:: What you should do ::
This exercise asks for every record to be output again exactly.

:: Stored data ::
▬▬▬▬▬▬▬▬▬▬

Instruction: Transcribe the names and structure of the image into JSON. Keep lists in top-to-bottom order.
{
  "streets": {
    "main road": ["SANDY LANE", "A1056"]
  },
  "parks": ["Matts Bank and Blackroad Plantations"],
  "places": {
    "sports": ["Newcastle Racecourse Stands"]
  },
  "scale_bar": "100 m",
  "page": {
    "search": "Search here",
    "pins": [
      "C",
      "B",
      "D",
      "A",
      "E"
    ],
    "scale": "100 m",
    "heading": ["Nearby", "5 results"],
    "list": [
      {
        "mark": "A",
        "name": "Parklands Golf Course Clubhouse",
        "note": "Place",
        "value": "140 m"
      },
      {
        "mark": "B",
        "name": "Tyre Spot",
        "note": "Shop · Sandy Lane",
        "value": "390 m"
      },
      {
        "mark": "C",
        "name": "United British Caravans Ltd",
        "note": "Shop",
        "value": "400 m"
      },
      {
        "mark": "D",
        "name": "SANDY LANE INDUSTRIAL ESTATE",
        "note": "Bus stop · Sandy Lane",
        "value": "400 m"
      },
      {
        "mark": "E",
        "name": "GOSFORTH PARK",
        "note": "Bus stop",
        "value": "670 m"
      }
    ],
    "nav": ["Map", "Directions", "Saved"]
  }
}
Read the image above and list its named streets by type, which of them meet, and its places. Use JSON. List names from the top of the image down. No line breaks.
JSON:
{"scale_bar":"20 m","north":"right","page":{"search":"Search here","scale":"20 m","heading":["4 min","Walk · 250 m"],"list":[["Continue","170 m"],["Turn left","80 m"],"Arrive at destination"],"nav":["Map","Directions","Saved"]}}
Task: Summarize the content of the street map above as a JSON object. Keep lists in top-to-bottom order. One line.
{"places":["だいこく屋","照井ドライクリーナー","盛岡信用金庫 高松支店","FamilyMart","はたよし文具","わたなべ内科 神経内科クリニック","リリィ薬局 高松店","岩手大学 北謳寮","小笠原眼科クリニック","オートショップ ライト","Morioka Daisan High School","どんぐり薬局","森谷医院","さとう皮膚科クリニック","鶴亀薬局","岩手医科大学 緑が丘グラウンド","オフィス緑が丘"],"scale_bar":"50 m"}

▬▬▬▬▬▬▬▬▬▬

:: Solution ::
Instruction: Transcribe the names and structure of the image into JSON. Keep lists in top-to-bottom order.
{
  "streets": {
    "main road": ["SANDY LANE", "A1056"]
  },
  "parks": ["Matts Bank and Blackroad Plantations"],
  "places": {
    "sports": ["Newcastle Racecourse Stands"]
  },
  "scale_bar": "100 m",
  "page": {
    "search": "Search here",
    "pins": [
      "C",
      "B",
      "D",
      "A",
      "E"
    ],
    "scale": "100 m",
    "heading": ["Nearby", "5 results"],
    "list": [
      {
        "mark": "A",
        "name": "Parklands Golf Course Clubhouse",
        "note": "Place",
        "value": "140 m"
      },
      {
        "mark": "B",
        "name": "Tyre Spot",
        "note": "Shop · Sandy Lane",
        "value": "390 m"
      },
      {
        "mark": "C",
        "name": "United British Caravans Ltd",
        "note": "Shop",
        "value": "400 m"
      },
      {
        "mark": "D",
        "name": "SANDY LANE INDUSTRIAL ESTATE",
        "note": "Bus stop · Sandy Lane",
        "value": "400 m"
      },
      {
        "mark": "E",
        "name": "GOSFORTH PARK",
        "note": "Bus stop",
        "value": "670 m"
      }
    ],
    "nav": ["Map", "Directions", "Saved"]
  }
}
Read the image above and list its named streets by type, which of them meet, and its places. Use JSON. List names from the top of the image down. No line breaks.
JSON:
{"scale_bar":"20 m","north":"right","page":{"search":"Search here","scale":"20 m","heading":["4 min","Walk · 250 m"],"list":[["Continue","170 m"],["Turn left","80 m"],"Arrive at destination"],"nav":["Map","Directions","Saved"]}}
Task: Summarize the content of the street map above as a JSON object. Keep lists in top-to-bottom order. One line.
{"places":["だいこく屋","照井ドライクリーナー","盛岡信用金庫 高松支店","FamilyMart","はたよし文具","わたなべ内科 神経内科クリニック","リリィ薬局 高松店","岩手大学 北謳寮","小笠原眼科クリニック","オートショップ ライト","Morioka Daisan High School","どんぐり薬局","森谷医院","さとう皮膚科クリニック","鶴亀薬局","岩手医科大学 緑が丘グラウンド","オフィス緑が丘"],"scale_bar":"50 m"}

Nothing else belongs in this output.